* **PROBLEM STATEMENT**: Every record should be copied exactly, and the images omitted.

↓

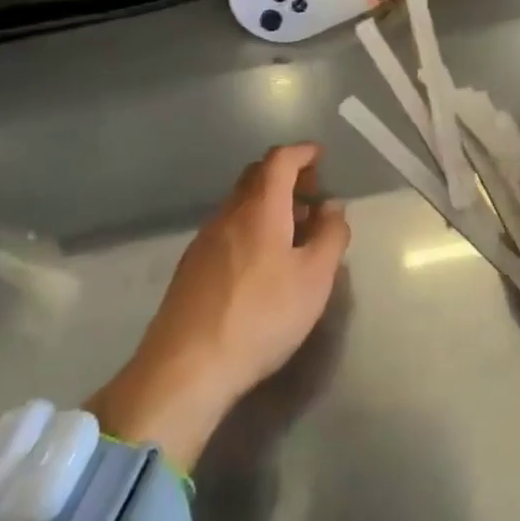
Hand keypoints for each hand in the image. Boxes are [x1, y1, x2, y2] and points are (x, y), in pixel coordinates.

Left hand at [88, 144, 349, 469]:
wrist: (185, 368)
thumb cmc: (261, 317)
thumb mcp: (314, 279)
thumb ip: (331, 236)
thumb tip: (333, 206)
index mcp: (260, 208)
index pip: (280, 160)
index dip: (302, 153)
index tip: (320, 157)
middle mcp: (228, 214)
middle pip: (256, 176)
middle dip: (286, 176)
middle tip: (311, 196)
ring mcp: (204, 240)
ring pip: (240, 203)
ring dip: (268, 204)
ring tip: (293, 232)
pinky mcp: (191, 267)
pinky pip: (227, 228)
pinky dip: (250, 226)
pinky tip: (261, 262)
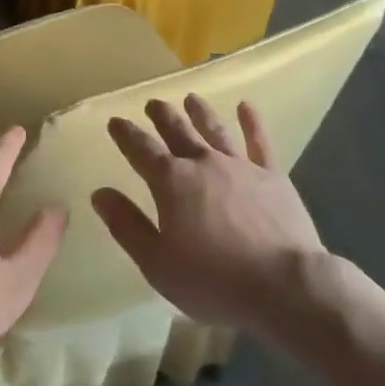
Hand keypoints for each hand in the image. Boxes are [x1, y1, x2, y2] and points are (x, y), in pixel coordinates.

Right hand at [92, 96, 325, 338]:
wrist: (284, 286)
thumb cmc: (214, 281)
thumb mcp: (157, 263)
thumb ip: (127, 225)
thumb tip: (99, 193)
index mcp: (171, 182)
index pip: (141, 150)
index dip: (126, 134)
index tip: (116, 121)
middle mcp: (203, 163)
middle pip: (177, 131)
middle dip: (162, 116)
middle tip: (153, 103)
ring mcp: (240, 166)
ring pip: (214, 130)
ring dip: (200, 112)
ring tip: (191, 98)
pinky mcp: (272, 176)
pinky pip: (259, 142)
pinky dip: (252, 122)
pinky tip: (246, 107)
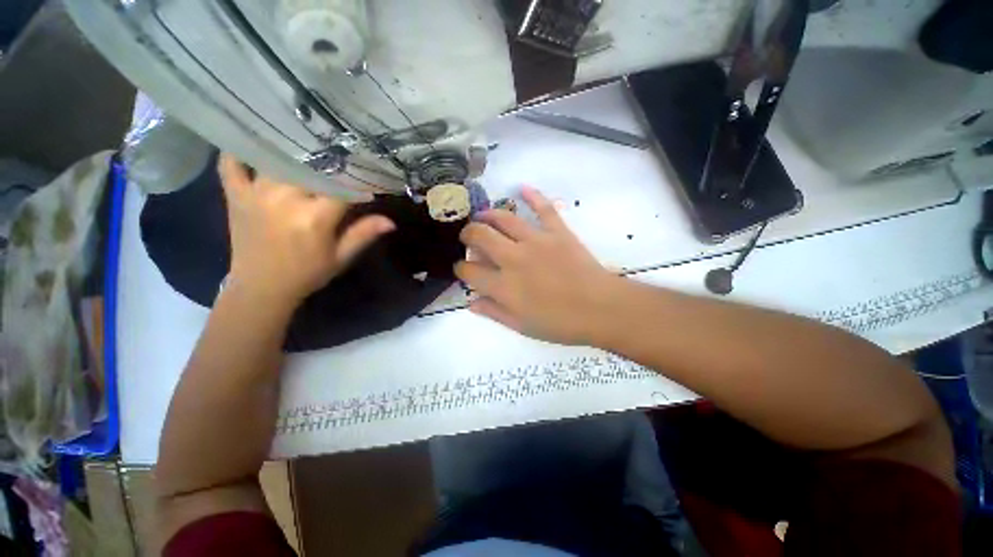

↑

* **EXERCISE OUTPUT**:
Hand keypoints for each hand in the image. Boxes are [x1, y1, x2, y2] and points are (x, y), in pixel coordinates.

Left hand at [88, 144, 349, 469]:
wrist: (185, 368)
thumb cmc: (261, 317)
thumb mcp: (314, 279)
thumb ip: (331, 236)
thumb tip: (333, 206)
index mcp: (260, 208)
index pip: (280, 160)
index dip: (302, 153)
index tip: (320, 157)
middle mcp: (228, 214)
middle pip: (256, 176)
middle dip: (286, 176)
middle tip: (311, 196)
ring mcp: (204, 240)
ring pip: (240, 203)
ring dip: (268, 204)
ring tip: (293, 232)
pinky mcp: (191, 267)
pinky pip: (227, 228)
pinky dip: (250, 226)
pinky tip: (261, 262)
Hand keypoints for each hand in the image. Boxes are [x1, y1, x2, y2] and points are (x, y), in pixel coordinates.

Right hand at [92, 96, 325, 338]:
wrist: (284, 286)
thumb cmc: (214, 281)
thumb mcp: (157, 263)
thumb ip: (127, 225)
thumb tip: (99, 193)
index mcp: (171, 182)
index pip: (141, 150)
index dip: (126, 134)
index tip: (116, 121)
middle mcp: (203, 163)
middle pip: (177, 131)
middle dip: (162, 116)
middle tip: (153, 103)
ring mcp: (240, 166)
ring pip: (214, 130)
ring dip: (200, 112)
ring tip: (191, 98)
pinky mcp: (272, 176)
pinky pip: (259, 142)
pinky dip: (252, 122)
pinky tip: (246, 107)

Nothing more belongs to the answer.